Soochow Securities capital has ushered in an improvement The valuation repair of growth stocks is a

Mondo Finance Updated on 2024-02-08

Zhitong Finance and Economics learned that Soochow ** released a research report saying that the current downward space at the numerator end is limited, and the denominator end is trending downwardThe valuation repair of growth stocks will begin. On the numerator side, the growth style-related sectors represented by core assets have limited room for further downward movement in fundamental expectations: on the one hand, many growth branches may enter the upward channel of prosperity in 2024; On the other hand, the low-level branch of the economy has already shown signs that the fundamentals are expected to bottom out or marginally improve, and the downside space of the economy is relatively limited.
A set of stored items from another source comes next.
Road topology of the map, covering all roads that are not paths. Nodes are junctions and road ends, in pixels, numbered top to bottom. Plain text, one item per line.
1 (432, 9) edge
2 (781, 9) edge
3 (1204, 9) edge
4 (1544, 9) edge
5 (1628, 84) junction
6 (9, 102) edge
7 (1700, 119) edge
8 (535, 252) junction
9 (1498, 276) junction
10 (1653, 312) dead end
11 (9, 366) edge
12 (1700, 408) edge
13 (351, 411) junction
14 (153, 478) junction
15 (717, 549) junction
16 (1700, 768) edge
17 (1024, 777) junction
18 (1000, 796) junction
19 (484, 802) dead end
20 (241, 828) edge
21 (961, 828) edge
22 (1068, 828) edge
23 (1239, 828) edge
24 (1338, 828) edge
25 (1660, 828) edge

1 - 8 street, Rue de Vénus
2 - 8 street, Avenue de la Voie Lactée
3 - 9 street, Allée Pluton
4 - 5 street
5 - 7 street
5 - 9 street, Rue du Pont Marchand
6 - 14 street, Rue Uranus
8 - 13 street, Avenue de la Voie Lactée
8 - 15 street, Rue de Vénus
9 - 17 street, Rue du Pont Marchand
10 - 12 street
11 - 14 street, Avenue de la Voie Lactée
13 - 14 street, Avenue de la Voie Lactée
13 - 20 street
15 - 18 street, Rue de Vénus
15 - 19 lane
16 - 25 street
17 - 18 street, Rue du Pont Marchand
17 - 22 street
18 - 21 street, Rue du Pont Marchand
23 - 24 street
On the denominator side, U.S. Treasury yields have entered a downward cycle, and U.S. interest rates have fallen from high levels. Although the resilience of the U.S. economy has disturbed the expectation of interest rate cuts, the long-term downward trend of U.S. Treasury interest rates remains unchanged. After the start of interest rate cuts, the monetary policy divergence between China and the United States has converged, and the valuation of growth stocks has almost certainly improved.

Foreword:

Previous reports have repeatedly pointed out that with the high US dollar interest rate falling, the A-share style switch is expected to occur, and the growth style may welcome the valuation repair.

The main points of Soochow ** are as follows:

1) The trend of A-shares is based on internal policy and fundamental expectations, as well as external changes in Treasury yields. The current core asset has exceeded the decline based on fundamental understanding.

U.S. Treasury yields have a significant impact on the style of A-shares. Since 2016, due to the increase in the volatility of external demand and U.S. bond interest rates, and the decrease in the volatility of domestic demand and treasury bond interest rates, the A-share large-grade style rotation is more correlated with U.S. bond interest rates, which is manifested as: U.S. bond interest rates have risen and value has prevailed; U.S. Treasury interest rates are falling, and growth is dominant.

Since 2023Q3, the typical growth style represented by core assets has been relatively weak; Small-cap and low-volatility dividends outperform: On the one hand, the decline of the dominant style of public offerings and northbound: since 2023, the widening of the interest rate gap between China and the United States has led to the outflow of foreign capital, while the style of public funds is similar to that of northbound funds, and since 2023, new public offerings have continued to be cold, so some typical growth sectors have been greatly retraced by the denominator (U.S. bond interest rate), the numerator (industry fundamental expectations), and the capital side; On the other hand, the dominant style of new capital is dominant: small-cap stocks, including quantitative and private equity, which are favored by active funds, and high-dividend varieties with heavy insurance funds outperform**.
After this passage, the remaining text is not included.